Thursday, August 4, 2011

The Backside of One God Too Many

One argument used by atheists is that their reason for not believing in the Christian God is the same as our reason for not believing in all the other gods. Therefore, if we just realized this we would become atheists. Now the assumption here is that we are basically naturalists who have tacked our belief in God onto our naturalism. But the question is, Are we? And should we be?

Now it is not surprising that Christians are influenced by naturalism. It is the underlying assumption in the classes we take, the shows we watch, and the books we read. It is, in fact, so pervasive in our culture it is difficult for us as Christians to weed it out of our lives. I am amused when I hear the claim that Christians hold to their beliefs because they are raised in them. In the United States if a person maintains a belief in a supernatural God into adulthood, they are going against the flow. The idea we can maintain someone in their Christianity by protecting them from all other ideas is futile.
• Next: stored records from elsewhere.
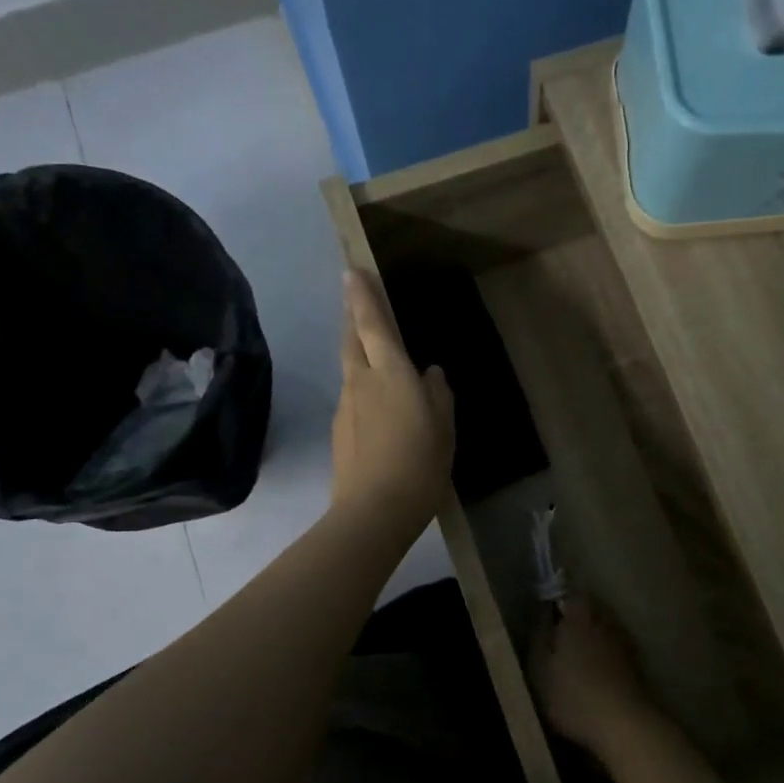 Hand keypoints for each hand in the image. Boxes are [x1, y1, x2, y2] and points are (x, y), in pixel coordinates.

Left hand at [331, 270, 454, 535]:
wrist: (373, 511)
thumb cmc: (419, 465)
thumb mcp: (444, 429)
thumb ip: (438, 395)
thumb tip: (431, 373)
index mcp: (391, 374)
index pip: (372, 324)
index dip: (362, 296)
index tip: (351, 271)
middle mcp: (362, 381)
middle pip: (351, 339)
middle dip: (352, 316)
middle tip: (355, 300)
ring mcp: (346, 406)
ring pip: (349, 367)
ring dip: (356, 350)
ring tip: (370, 349)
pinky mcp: (340, 430)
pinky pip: (352, 395)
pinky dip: (362, 386)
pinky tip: (377, 404)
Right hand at [532, 596, 662, 757]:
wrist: (622, 725)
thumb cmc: (572, 695)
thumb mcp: (539, 668)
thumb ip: (539, 636)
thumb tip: (543, 612)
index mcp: (579, 620)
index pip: (574, 595)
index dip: (563, 599)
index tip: (552, 609)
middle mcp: (604, 625)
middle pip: (594, 609)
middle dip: (581, 615)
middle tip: (563, 630)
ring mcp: (623, 646)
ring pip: (608, 628)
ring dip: (597, 634)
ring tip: (581, 651)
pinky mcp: (636, 668)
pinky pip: (618, 650)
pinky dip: (609, 654)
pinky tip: (599, 670) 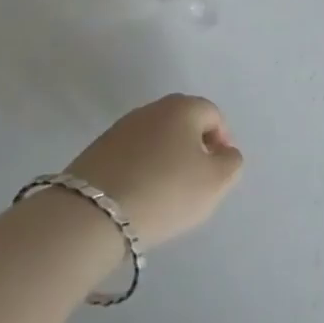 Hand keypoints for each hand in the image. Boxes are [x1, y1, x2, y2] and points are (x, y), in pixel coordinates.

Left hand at [66, 94, 243, 248]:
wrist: (91, 215)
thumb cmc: (165, 192)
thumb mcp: (216, 182)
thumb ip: (232, 162)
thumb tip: (223, 153)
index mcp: (183, 107)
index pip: (214, 115)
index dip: (222, 143)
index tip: (217, 173)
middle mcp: (151, 108)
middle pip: (183, 124)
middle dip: (193, 149)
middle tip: (194, 183)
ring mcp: (120, 128)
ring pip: (155, 140)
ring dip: (165, 160)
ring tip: (164, 194)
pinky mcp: (95, 151)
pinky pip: (130, 156)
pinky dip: (140, 170)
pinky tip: (138, 197) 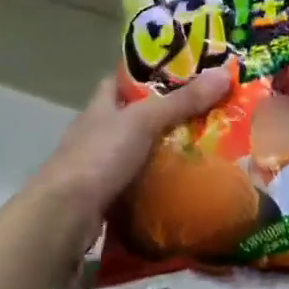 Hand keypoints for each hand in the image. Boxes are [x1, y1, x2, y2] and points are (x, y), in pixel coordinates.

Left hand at [23, 69, 230, 254]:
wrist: (64, 216)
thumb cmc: (98, 157)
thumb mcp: (143, 122)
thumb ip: (182, 101)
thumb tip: (224, 73)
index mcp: (99, 108)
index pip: (120, 80)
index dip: (145, 73)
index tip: (179, 71)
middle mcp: (96, 133)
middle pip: (132, 117)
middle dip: (163, 115)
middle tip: (204, 111)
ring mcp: (97, 167)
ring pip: (136, 151)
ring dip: (161, 151)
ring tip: (201, 147)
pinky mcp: (104, 197)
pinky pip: (136, 183)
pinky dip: (156, 182)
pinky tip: (181, 183) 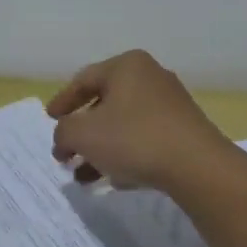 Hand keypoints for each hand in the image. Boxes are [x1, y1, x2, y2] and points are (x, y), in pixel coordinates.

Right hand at [46, 49, 236, 191]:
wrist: (197, 166)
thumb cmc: (133, 139)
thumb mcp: (83, 134)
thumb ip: (64, 132)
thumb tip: (64, 139)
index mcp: (126, 66)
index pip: (84, 80)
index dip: (62, 101)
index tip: (49, 120)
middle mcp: (150, 77)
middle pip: (104, 103)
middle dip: (81, 133)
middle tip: (66, 154)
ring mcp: (170, 104)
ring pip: (123, 125)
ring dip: (100, 150)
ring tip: (83, 177)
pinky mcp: (183, 130)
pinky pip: (144, 139)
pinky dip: (124, 155)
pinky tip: (113, 180) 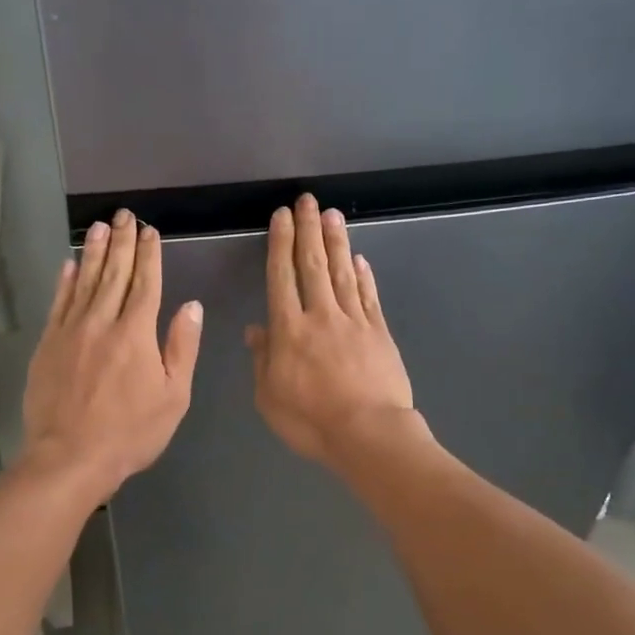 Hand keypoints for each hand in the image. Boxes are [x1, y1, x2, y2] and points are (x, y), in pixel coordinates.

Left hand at [22, 209, 202, 499]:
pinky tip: (69, 264)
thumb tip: (192, 307)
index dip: (149, 254)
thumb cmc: (130, 433)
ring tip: (99, 226)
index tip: (150, 231)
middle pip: (114, 273)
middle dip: (122, 242)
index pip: (145, 283)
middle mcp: (102, 322)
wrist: (69, 458)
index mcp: (136, 333)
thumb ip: (182, 347)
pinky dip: (64, 281)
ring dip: (93, 251)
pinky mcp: (48, 345)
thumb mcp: (173, 396)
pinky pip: (58, 303)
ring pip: (84, 281)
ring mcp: (70, 331)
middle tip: (125, 214)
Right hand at [245, 195, 417, 468]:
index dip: (281, 243)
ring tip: (333, 214)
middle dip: (309, 229)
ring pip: (342, 272)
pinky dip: (363, 274)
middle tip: (309, 200)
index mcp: (289, 330)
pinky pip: (368, 296)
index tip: (282, 216)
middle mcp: (320, 315)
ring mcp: (354, 321)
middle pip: (313, 264)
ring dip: (336, 241)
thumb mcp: (269, 398)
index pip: (281, 276)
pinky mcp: (379, 332)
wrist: (369, 434)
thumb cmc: (311, 421)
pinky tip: (360, 258)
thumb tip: (256, 330)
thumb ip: (262, 360) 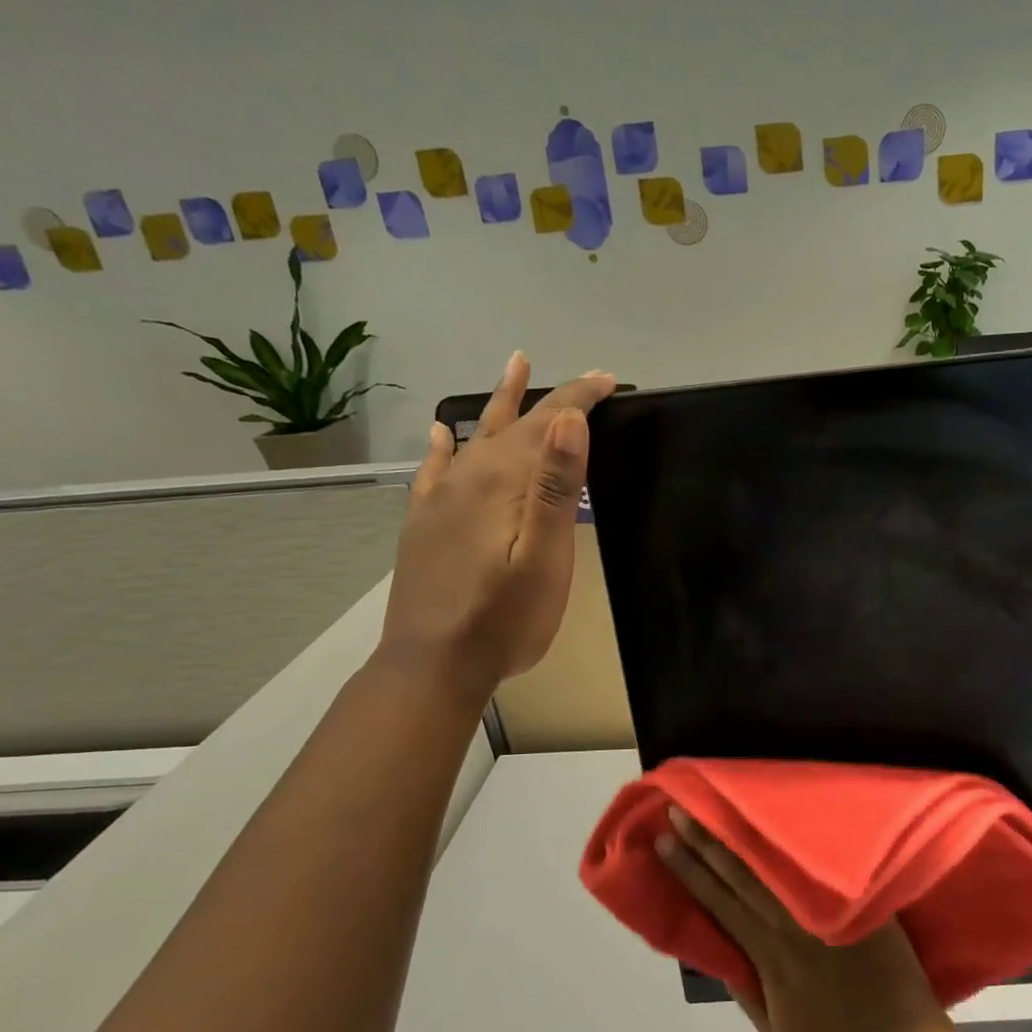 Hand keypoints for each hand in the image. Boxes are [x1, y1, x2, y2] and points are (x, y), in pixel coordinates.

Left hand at [378, 353, 616, 699]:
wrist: (434, 664)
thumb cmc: (505, 618)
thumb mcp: (545, 558)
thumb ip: (556, 488)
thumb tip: (568, 420)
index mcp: (504, 483)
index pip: (548, 424)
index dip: (578, 398)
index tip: (608, 380)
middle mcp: (469, 478)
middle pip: (515, 425)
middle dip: (553, 399)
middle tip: (583, 379)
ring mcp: (441, 499)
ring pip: (477, 437)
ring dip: (501, 404)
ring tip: (514, 367)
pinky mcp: (424, 523)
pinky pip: (435, 469)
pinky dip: (444, 446)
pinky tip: (443, 433)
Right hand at [656, 808, 953, 1031]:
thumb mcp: (776, 1030)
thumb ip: (746, 990)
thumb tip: (718, 949)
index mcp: (770, 956)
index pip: (721, 903)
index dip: (691, 871)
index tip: (666, 841)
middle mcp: (793, 925)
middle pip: (742, 875)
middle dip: (708, 842)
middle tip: (682, 808)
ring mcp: (827, 910)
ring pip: (777, 865)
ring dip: (744, 836)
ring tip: (722, 806)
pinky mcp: (858, 902)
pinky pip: (823, 865)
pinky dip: (800, 842)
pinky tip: (783, 817) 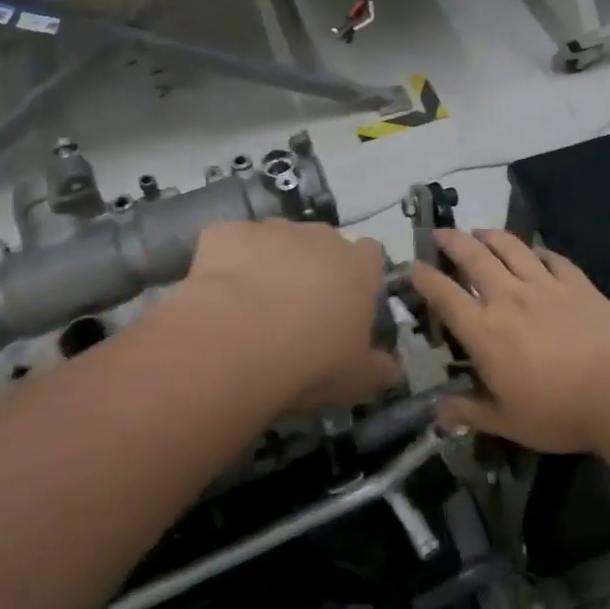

 But naturalism is unproved and unprovable. Just because there are orderly laws that govern the physical universe does not mean there is not Someone above the laws who can intervene if He chooses. It cannot even prove there are not beings mightier than us (for instance angels and demons) whose actions from our perspective would appear like magic. (There are also other problems with naturalism, such as where the universe came from and how life began.)

But do we as Christians see the world through naturalistic glasses? The reason Christians should reject other gods is not through a naturalistic aversion, but because we believe in the one true God and He forbids us to believe in the others. This does not mean there are not specific agreements against the other views. But if, having weighted the arguments pro and con for all the views (including naturalism), we conclude that Christianity is true, we are required to reject all other gods (Isaiah 43:10; 44:8; 1 Corinthians 8:5,6). But because we believe in only one God does not mean we should reject all other supernatural influence in the world. I am not saying that actual demonic beings appeared to individuals such as Mohammed and Joseph Smith, but I would not preclude the possibility. There are two opposite reasons for believing in only one God. You can believe that God is immensely great and powerful and the other beings called gods are meaningless and unnecessary in the presence of His majesty. Or you can want a God who is  marginal and irrelevant. Who possibly started and superintends the universe and then leaves us to live our own lives. And compared to Him, the other gods are seen as too much. We as Christians need to honestly ask ourselves which God we believe in. Do we believe in the true and living God or a pale imitation?